Bad decisions and poorly handled resolution implementation can be made without full access to all knowledge and information. Ensure you have identified in your plan a risk management team that crosses all necessary functions to ensure the issues and its resolutions are implemented across the organisation.
It’s especially critical that staff know the company story accurately (and they will probably know if what they’re told is true) so that they know what to say in their dealings with others.
Monitor the attitudes and reactions of all stakeholders, including your own
Social media makes this point especially important. Assess what information is out there and what people are saying. Make an effort to correct any misunderstandings and to communicate your point of view and messaging into every conversation.
Consider opening your own information centres on social media and to create a dedicated page on the company website – with a pointer from the home page – to ensure up to date information is always available.
Additionally, a common mistake that many make is to think the attitudes of other people, especially journalists, change in a crisis. It is easy to get overwhelmed by this notion and become defensive. The truth is that to a journalist, a story is a story. It’s best to keep your emotions to the side and focus on ensuring the right information is being communicated at the right time, and that internally, the steps are being taken to mitigate the issue are being undertaken.
With most crises and issues, there are third parties involved and they may well be making their own statements. Keep in touch with other parties that might be involved, so you can influence their approaches and perhaps pre-empt any statement or follow up promptly.
Recognise the end of the crisis
It is important to recognise when the peak of the crisis has passed, and to avoid keeping it alive by sending unnecessary communication and continuing to think in crisis mode. Once the peak is over, it’s over.

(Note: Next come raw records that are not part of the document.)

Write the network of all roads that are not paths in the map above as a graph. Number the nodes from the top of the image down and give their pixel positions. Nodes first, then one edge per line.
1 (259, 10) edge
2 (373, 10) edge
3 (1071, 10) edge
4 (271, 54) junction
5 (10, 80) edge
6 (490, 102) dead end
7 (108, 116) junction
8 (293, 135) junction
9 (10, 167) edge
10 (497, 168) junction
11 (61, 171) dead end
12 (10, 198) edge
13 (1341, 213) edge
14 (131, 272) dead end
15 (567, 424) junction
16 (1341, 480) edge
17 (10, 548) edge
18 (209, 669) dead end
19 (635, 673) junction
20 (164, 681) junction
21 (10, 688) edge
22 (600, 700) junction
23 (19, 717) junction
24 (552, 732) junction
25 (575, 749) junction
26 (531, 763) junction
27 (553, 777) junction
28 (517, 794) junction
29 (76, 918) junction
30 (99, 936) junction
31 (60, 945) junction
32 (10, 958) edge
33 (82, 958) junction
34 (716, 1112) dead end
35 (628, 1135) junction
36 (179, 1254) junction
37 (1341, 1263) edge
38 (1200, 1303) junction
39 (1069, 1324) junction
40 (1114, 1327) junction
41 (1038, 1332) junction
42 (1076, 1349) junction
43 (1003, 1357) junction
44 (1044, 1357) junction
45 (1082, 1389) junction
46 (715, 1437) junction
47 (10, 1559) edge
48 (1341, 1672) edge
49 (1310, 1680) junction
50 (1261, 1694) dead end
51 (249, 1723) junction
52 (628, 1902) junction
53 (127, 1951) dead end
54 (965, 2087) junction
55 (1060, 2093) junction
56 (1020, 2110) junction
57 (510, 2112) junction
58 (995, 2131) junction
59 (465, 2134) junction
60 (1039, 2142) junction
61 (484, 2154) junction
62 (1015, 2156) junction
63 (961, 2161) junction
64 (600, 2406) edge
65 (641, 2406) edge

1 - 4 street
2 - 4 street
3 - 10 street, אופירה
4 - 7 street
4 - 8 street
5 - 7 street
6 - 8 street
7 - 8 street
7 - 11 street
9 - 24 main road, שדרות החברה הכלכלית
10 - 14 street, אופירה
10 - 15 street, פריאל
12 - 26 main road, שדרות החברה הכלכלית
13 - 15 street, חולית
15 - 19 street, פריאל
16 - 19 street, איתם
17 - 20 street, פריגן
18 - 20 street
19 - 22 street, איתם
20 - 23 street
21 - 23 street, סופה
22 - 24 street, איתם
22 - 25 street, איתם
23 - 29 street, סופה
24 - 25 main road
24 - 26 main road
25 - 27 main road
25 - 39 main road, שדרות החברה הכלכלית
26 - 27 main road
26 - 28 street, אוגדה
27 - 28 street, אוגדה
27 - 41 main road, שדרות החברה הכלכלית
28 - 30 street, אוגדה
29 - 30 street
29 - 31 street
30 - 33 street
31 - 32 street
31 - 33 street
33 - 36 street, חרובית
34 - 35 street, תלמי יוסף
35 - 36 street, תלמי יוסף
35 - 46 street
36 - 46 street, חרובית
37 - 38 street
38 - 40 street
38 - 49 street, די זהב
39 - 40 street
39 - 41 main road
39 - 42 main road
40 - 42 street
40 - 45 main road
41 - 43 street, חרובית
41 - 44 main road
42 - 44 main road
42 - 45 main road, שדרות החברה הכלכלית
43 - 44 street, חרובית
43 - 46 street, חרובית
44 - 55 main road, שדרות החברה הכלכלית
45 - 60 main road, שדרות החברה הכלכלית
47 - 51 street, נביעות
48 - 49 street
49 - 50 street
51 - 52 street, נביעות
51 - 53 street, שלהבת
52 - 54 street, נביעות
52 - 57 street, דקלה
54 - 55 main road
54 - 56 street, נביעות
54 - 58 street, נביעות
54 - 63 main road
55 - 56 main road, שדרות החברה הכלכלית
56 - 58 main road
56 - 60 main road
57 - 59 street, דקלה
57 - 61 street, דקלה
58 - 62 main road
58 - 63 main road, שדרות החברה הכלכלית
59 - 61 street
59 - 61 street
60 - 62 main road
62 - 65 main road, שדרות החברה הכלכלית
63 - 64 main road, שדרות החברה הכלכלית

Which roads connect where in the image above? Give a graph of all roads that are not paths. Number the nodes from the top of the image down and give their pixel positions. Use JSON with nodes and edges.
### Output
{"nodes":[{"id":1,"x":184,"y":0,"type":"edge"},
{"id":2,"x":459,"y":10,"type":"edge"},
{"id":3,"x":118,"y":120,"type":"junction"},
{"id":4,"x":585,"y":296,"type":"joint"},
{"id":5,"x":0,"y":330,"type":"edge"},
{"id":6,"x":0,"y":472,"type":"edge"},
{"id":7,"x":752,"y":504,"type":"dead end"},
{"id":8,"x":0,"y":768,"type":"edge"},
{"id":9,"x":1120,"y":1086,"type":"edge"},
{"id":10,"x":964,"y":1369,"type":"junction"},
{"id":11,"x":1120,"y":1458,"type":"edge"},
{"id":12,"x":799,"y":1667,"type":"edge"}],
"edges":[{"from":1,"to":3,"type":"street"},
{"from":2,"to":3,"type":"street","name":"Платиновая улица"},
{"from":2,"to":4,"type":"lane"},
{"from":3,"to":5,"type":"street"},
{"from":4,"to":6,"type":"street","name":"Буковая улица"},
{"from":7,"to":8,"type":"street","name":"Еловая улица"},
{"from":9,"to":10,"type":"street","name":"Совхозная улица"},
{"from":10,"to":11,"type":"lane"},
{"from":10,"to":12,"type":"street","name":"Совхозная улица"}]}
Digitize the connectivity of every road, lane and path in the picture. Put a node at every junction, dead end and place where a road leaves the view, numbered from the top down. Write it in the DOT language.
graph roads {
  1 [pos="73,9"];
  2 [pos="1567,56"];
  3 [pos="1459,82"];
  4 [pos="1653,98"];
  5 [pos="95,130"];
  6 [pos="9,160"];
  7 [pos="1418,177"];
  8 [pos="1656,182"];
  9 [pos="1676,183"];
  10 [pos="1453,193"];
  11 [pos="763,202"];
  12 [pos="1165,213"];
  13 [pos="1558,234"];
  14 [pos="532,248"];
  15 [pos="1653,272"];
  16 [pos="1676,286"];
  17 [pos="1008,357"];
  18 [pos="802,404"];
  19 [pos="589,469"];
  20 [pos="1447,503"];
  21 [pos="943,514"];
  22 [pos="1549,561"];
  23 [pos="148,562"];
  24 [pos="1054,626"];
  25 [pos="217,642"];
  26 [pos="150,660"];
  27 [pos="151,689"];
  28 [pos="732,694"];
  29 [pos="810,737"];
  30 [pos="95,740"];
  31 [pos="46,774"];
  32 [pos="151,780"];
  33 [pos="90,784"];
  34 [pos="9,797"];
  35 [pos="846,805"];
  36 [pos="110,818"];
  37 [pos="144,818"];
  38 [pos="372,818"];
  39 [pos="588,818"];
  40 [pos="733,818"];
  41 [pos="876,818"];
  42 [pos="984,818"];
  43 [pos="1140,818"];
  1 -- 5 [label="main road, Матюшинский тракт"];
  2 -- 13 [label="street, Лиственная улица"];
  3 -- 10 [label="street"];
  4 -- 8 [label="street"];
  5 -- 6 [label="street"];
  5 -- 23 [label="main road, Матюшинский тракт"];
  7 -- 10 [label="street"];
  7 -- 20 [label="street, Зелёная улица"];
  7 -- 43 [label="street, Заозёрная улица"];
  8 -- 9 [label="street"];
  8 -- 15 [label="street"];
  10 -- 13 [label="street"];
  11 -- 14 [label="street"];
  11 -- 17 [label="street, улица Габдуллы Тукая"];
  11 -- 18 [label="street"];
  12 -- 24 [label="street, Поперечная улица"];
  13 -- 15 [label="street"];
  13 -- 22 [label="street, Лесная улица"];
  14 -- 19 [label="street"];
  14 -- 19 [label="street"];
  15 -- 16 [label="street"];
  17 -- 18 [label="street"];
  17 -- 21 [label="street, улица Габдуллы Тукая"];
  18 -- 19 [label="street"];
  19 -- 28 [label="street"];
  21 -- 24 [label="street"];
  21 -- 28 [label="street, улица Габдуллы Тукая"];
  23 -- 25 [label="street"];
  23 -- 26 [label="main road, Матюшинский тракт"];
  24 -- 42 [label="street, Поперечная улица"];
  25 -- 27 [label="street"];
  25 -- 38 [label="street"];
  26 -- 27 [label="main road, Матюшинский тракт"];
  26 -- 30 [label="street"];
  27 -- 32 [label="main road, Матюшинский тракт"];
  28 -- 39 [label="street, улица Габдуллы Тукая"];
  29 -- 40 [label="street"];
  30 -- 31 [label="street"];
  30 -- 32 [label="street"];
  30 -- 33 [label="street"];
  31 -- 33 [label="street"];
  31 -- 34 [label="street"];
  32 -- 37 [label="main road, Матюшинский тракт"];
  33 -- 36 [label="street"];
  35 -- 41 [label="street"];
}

Once clients have been communicated with, their problems rectified and step taken to ensure the event can’t happen again, the news cycle – and the media – will inevitably move on. And so should you.
Above all, it is important to ensure you have an issues management and crisis communications plan in place well before it is ever needed. Once you have this, revise it and update it regularly. Don’t wait for a crisis to happen to get this in order. Be proactive and seek professional assistance if needed to ensure your communications strategy is intact.
Claudia Pritchitt is director of PritchittBland Communications.